LOS ANGELES — Final jury selection is slated for tomorrow in the government's obscenity case against fetish filmmaker Ira Isaacs.
Of the pool of 120 potential jurors, 12 jurors and four alternates will be selected for the trial, which will include screening of the four movies in the seven-count indictment: "Mako’s First Time Scat," "Hollywood Scat Amateurs #7," "Hollywood Scat Amateurs #1" and "Japanese Doggie 3 Way."
The trial, U.S. District Judge George King said, will last three to four days. Each of the potential jurors were given a multipage questionnaire to fill out after questioned in court by Isaacs lawyer, Roger Jon Diamond, and federal prosecutors Michael Grant and Damon King.
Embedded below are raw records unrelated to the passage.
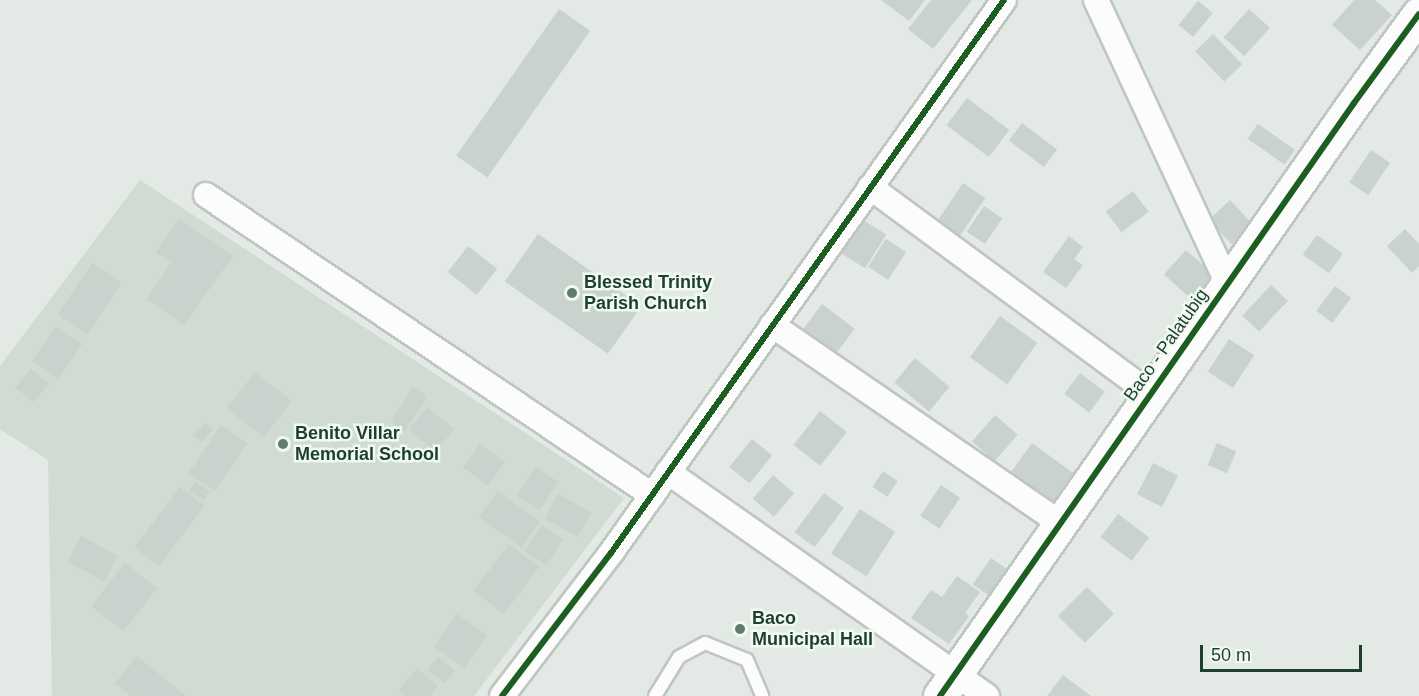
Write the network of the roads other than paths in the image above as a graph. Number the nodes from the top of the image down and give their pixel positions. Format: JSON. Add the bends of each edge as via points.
{"nodes":[{"id":1,"x":1004,"y":0,"type":"edge"},
{"id":2,"x":1096,"y":0,"type":"edge"},
{"id":3,"x":1419,"y":14,"type":"edge"},
{"id":4,"x":870,"y":187,"type":"junction"},
{"id":5,"x":206,"y":195,"type":"dead end"},
{"id":6,"x":1227,"y":284,"type":"junction"},
{"id":7,"x":772,"y":325,"type":"junction"},
{"id":8,"x":1151,"y":394,"type":"junction"},
{"id":9,"x":668,"y":472,"type":"junction"},
{"id":10,"x":652,"y":495,"type":"junction"},
{"id":11,"x":1060,"y":524,"type":"junction"},
{"id":12,"x":948,"y":684,"type":"edge"},
{"id":13,"x":502,"y":696,"type":"edge"},
{"id":14,"x":655,"y":696,"type":"edge"},
{"id":15,"x":762,"y":696,"type":"edge"},
{"id":16,"x":987,"y":696,"type":"edge"}],
"edges":[{"from":1,"to":4,"type":"street"},
{"from":2,"to":6,"type":"street"},
{"from":3,"to":6,"type":"street","name":"Baco - Palatubig"},
{"from":4,"to":7,"type":"street"},
{"from":4,"to":8,"type":"street"},
{"from":5,"to":10,"type":"street"},
{"from":6,"to":8,"type":"street","name":"Baco - Palatubig"},
{"from":7,"to":9,"type":"street"},
{"from":7,"to":11,"type":"street"},
{"from":8,"to":11,"type":"street","name":"Baco - Palatubig"},
{"from":9,"to":10,"type":"street"},
{"from":9,"to":12,"type":"street"},
{"from":10,"to":13,"type":"street"},
{"from":11,"to":12,"type":"street","name":"Baco - Palatubig"},
{"from":12,"to":16,"type":"street"},
{"from":14,"to":15,"type":"lane","via":[[679,657],[705,643],[747,660]]}]}
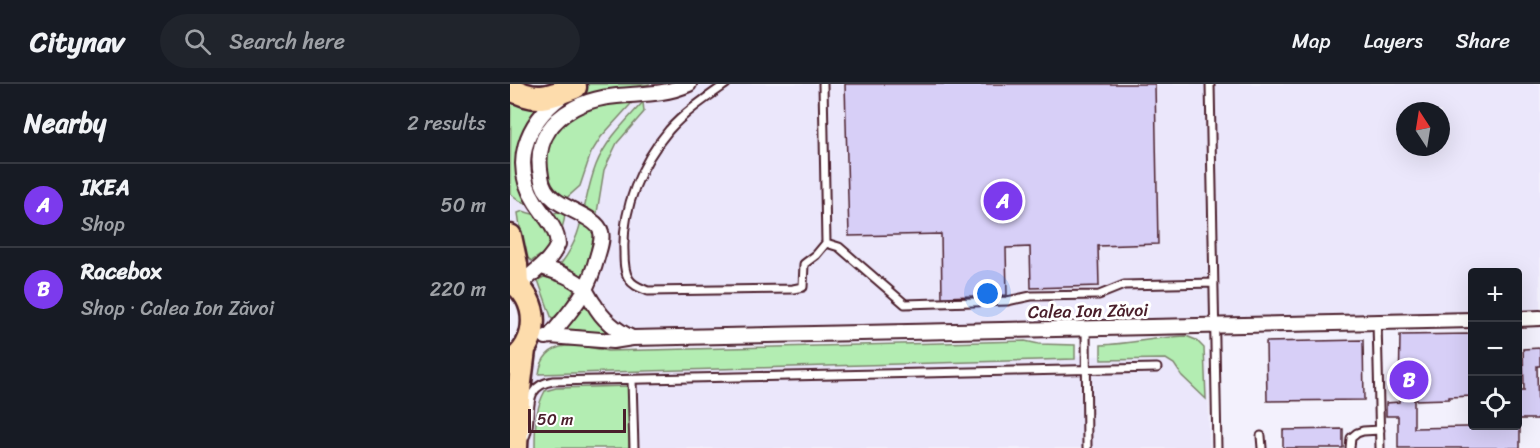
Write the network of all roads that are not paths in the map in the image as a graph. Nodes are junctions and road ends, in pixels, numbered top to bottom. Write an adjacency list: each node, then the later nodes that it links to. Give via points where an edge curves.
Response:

Jurors received brief descriptions of each movie and were queried by King over whether they could stomach the movies that involve the ingestion of feces and urine.
One of the jurors at today's hearing stood up and said that the videos "are against God and everything I believe in."
Turning to Isaacs and pointing at him, he declared: "You should be ashamed of yourself!"
King admonished the potential juror and told others that they should confine themselves to answering the questions asked and not to give personal opinions about the genre of material at center of the trial.
In March, jurors were declared deadlocked 10 to 2 in favor of convicting Isaacs over charges he produced, sold and transported obscene material. The government has decided to retry the case a third time after two mistrials.
Isaacs hinted to XBIZ several weeks ago that he would take the stand in his own defense, saying he may "give the jury a lesson in art" and telegraph to them that "if the artist says it's art, it's art."
The fetish filmmaker all along has contended that the works he has been charged with have artistic value and can't be deemed obscene.
Isaacs first trial was put on hold in 2010 after federal appellate Judge Alex Kozinski, a visiting judge at the district court, recused himself after it was revealed that he used a website to distribute sexually explicit photos and videos. Later, the 9th U.S. Circuit Court of Appeals decided that Kozinski exercised “sound discretion” in declaring a mistrial in the Isaacs case because of “extraordinary circumstances.”
But federal prosecutors continued on with the case against Isaacs and last year made a superseding indictment to add five more counts to the original five from 2007. The charges now have been reduced to seven.
The case, U.S. vs. Isaacs, continues at 8:30 a.m. at U.S. District Court, 312 N. Spring St., Los Angeles.